> **The problem**
Which lines in the entries below contain the string "overflow"? Show each of them in full.

> **Exercise materials**
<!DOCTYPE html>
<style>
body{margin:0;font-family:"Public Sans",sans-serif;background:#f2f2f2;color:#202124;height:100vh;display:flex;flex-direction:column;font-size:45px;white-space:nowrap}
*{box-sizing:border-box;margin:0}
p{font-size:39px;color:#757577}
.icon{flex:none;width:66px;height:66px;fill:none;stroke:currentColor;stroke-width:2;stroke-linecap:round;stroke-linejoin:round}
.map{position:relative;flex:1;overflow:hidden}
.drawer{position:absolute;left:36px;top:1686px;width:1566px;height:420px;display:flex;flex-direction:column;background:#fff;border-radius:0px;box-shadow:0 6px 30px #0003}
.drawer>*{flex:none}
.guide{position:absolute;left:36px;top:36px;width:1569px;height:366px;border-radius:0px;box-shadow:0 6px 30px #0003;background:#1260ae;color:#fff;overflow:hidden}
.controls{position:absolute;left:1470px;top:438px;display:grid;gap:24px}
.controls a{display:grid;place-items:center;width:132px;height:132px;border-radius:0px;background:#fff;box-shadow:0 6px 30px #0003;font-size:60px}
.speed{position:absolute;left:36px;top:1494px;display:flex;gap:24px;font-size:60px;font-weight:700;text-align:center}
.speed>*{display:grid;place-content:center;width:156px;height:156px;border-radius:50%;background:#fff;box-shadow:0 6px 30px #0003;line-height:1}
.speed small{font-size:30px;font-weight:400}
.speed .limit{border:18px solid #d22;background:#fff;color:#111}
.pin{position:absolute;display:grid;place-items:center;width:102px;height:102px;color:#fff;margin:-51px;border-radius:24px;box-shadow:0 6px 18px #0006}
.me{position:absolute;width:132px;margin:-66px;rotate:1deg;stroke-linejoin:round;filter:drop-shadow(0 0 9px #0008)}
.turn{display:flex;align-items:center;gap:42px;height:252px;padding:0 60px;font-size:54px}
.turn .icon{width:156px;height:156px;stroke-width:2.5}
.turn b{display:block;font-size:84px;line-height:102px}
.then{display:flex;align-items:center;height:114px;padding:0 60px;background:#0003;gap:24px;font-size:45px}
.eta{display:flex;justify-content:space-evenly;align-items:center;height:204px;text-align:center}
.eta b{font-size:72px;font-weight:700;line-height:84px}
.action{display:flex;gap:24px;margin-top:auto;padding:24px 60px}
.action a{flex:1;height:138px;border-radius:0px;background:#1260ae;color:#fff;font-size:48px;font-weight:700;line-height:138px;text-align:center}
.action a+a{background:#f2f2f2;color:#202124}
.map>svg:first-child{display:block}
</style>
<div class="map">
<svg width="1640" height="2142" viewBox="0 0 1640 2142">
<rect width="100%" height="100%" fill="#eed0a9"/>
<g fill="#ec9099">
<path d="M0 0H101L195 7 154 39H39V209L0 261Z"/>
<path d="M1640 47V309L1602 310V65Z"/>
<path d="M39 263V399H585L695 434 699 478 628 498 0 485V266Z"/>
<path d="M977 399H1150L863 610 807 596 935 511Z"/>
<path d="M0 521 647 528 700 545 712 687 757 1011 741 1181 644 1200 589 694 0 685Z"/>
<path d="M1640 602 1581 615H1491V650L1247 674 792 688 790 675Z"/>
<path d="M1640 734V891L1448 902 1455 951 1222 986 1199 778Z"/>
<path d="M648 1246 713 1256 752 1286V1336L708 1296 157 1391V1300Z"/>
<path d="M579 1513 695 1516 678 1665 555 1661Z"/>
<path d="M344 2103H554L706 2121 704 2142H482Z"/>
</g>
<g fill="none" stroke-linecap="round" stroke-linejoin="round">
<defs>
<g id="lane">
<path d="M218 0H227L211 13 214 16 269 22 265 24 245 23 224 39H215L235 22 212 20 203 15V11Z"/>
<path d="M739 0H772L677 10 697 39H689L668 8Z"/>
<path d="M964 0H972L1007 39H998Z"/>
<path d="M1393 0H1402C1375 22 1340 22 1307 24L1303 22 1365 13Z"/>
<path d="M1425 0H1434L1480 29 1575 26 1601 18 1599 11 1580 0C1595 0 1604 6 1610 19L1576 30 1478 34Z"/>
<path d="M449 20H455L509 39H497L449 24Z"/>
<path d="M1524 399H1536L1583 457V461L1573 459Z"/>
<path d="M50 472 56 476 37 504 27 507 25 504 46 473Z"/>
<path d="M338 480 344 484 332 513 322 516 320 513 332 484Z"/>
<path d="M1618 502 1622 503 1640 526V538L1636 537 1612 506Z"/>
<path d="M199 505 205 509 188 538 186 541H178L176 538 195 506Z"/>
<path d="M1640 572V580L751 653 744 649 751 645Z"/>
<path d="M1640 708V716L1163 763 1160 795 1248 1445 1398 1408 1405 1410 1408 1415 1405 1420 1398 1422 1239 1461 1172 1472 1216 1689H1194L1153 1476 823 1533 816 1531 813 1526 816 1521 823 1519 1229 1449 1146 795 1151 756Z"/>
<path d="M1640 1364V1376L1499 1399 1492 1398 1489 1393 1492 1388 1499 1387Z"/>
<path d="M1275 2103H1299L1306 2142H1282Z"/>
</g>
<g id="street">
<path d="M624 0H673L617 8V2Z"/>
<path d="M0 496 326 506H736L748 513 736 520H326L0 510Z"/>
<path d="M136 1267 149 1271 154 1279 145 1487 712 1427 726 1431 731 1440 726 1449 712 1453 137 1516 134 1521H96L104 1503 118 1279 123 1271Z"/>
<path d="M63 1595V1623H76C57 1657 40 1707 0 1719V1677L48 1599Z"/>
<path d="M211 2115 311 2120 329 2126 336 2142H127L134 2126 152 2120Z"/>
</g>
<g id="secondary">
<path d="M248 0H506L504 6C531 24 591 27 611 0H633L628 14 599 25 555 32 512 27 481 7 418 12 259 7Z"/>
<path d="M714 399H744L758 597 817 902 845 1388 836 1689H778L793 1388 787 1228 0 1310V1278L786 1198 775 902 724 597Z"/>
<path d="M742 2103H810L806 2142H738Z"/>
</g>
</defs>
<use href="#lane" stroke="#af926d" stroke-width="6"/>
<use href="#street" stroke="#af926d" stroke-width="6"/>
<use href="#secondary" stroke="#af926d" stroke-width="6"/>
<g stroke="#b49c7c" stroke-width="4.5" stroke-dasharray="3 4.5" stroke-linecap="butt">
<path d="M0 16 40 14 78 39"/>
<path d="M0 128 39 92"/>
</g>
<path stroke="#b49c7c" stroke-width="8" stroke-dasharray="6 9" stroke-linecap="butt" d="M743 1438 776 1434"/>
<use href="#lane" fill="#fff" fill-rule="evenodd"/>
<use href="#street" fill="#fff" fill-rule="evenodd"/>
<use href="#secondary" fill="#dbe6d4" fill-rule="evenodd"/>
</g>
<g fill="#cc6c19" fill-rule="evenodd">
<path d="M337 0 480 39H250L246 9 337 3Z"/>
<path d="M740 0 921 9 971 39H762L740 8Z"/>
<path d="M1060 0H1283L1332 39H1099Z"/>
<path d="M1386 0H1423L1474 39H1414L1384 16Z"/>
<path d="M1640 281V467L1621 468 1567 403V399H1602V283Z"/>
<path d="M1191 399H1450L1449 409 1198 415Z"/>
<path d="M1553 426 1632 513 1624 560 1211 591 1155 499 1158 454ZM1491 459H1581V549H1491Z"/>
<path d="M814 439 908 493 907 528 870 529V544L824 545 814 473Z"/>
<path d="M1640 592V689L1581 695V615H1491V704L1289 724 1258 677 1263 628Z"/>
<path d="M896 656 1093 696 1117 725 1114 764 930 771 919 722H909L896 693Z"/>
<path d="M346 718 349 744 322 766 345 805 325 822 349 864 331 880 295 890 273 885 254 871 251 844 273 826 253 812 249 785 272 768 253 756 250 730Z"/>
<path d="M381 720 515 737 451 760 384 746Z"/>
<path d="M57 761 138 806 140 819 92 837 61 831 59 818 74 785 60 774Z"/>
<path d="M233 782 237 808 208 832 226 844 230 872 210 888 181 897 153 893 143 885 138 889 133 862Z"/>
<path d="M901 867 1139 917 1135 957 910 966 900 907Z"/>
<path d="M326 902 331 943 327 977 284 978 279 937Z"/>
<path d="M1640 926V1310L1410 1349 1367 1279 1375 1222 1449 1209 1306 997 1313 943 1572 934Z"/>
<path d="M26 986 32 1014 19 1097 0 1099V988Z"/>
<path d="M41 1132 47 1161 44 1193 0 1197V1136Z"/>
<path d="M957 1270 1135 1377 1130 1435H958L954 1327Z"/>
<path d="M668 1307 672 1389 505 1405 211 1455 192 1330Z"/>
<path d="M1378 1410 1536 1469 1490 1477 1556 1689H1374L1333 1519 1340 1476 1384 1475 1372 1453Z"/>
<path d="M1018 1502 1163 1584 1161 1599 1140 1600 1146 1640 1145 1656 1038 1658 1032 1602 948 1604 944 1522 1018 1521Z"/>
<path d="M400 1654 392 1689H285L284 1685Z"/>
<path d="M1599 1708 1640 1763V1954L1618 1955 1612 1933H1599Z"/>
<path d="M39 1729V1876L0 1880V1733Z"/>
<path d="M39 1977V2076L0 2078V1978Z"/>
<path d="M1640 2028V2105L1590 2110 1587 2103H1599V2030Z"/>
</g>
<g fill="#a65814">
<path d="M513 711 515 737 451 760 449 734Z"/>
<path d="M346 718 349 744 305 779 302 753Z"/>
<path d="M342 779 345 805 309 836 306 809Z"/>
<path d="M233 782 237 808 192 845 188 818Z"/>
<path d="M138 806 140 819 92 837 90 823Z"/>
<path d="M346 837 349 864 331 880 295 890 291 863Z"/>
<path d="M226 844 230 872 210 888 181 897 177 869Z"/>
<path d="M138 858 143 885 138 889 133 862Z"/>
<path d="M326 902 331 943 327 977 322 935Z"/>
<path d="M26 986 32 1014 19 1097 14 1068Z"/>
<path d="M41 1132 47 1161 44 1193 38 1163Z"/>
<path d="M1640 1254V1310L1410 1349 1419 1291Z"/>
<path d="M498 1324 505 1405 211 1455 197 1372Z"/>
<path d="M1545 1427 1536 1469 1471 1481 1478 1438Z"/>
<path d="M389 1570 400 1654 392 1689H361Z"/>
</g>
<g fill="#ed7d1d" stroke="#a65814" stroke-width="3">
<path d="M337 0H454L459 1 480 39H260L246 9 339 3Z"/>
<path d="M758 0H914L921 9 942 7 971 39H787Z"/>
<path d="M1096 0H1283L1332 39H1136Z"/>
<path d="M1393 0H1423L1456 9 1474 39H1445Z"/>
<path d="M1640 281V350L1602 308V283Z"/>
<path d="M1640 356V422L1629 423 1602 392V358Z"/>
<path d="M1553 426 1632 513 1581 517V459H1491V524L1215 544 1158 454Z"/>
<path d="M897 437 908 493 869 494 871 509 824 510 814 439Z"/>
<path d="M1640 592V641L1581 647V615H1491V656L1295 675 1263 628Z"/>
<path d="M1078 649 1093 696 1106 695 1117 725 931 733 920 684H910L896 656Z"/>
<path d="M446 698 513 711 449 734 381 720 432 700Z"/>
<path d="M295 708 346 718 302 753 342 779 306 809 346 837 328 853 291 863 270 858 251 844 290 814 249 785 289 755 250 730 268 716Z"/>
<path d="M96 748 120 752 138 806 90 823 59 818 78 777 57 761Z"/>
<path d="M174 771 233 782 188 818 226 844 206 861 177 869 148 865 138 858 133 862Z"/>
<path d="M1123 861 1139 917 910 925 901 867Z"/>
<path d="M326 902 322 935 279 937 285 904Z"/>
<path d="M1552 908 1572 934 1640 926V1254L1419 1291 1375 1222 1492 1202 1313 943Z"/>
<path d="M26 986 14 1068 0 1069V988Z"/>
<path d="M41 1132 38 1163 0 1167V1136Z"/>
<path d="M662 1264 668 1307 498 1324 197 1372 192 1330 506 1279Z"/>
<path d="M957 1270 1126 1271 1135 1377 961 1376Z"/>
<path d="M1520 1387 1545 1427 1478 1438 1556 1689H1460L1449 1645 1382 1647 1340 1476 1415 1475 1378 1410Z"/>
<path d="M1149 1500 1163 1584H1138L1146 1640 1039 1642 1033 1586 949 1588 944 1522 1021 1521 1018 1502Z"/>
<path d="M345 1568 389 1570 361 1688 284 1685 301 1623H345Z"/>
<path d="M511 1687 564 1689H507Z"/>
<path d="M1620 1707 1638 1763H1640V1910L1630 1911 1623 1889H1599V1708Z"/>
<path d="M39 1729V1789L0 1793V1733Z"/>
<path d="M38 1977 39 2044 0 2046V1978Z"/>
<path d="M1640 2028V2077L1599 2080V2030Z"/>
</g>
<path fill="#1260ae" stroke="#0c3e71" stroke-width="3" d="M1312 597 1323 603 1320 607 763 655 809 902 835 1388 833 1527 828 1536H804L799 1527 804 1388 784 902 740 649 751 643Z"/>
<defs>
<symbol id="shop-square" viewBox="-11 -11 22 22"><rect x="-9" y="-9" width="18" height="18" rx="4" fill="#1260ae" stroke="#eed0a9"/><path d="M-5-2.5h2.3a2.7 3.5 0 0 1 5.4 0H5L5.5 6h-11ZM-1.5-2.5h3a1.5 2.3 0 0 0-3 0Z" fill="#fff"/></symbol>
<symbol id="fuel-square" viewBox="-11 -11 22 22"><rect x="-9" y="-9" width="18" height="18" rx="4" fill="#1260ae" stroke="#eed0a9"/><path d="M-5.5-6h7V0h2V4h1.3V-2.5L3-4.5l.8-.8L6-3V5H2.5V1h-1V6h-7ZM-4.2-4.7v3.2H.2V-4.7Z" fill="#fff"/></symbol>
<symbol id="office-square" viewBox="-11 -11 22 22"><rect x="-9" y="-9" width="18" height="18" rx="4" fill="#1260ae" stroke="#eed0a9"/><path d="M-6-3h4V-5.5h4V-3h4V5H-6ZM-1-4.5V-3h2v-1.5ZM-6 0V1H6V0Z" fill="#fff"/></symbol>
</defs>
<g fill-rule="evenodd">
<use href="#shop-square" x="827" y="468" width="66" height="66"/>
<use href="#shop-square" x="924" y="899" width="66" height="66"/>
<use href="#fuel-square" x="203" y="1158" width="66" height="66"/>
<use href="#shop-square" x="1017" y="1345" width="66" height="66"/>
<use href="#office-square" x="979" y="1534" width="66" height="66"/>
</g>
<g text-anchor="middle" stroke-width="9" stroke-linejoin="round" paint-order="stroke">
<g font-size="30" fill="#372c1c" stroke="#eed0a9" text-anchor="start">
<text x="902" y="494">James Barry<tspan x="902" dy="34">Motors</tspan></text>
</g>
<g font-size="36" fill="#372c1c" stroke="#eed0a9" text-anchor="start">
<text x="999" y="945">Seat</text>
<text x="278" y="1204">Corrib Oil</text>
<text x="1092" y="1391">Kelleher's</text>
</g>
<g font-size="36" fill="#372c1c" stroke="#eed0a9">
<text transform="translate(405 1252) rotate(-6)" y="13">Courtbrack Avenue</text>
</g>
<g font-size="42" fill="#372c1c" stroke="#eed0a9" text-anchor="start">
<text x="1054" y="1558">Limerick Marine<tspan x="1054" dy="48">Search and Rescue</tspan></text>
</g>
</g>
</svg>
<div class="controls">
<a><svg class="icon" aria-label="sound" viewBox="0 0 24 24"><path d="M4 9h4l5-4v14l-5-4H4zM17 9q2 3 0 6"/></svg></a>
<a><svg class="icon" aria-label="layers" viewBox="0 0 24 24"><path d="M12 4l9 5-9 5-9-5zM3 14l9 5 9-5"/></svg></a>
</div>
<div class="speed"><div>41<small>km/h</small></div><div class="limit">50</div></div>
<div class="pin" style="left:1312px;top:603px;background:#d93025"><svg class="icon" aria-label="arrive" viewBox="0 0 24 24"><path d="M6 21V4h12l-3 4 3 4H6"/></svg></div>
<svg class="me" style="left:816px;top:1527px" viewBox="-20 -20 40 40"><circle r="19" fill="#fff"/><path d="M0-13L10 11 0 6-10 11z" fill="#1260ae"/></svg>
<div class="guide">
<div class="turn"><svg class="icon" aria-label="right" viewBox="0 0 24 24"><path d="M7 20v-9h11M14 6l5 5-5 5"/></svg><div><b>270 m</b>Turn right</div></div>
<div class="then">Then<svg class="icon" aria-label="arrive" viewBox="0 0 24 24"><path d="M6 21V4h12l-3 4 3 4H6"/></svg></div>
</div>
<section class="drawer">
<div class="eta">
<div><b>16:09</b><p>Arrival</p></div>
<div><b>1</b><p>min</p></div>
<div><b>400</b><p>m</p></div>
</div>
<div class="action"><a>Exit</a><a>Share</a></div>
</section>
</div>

> **Reply**
.map{position:relative;flex:1;overflow:hidden}
.guide{position:absolute;left:36px;top:36px;width:1569px;height:366px;border-radius:0px;box-shadow:0 6px 30px #0003;background:#1260ae;color:#fff;overflow:hidden}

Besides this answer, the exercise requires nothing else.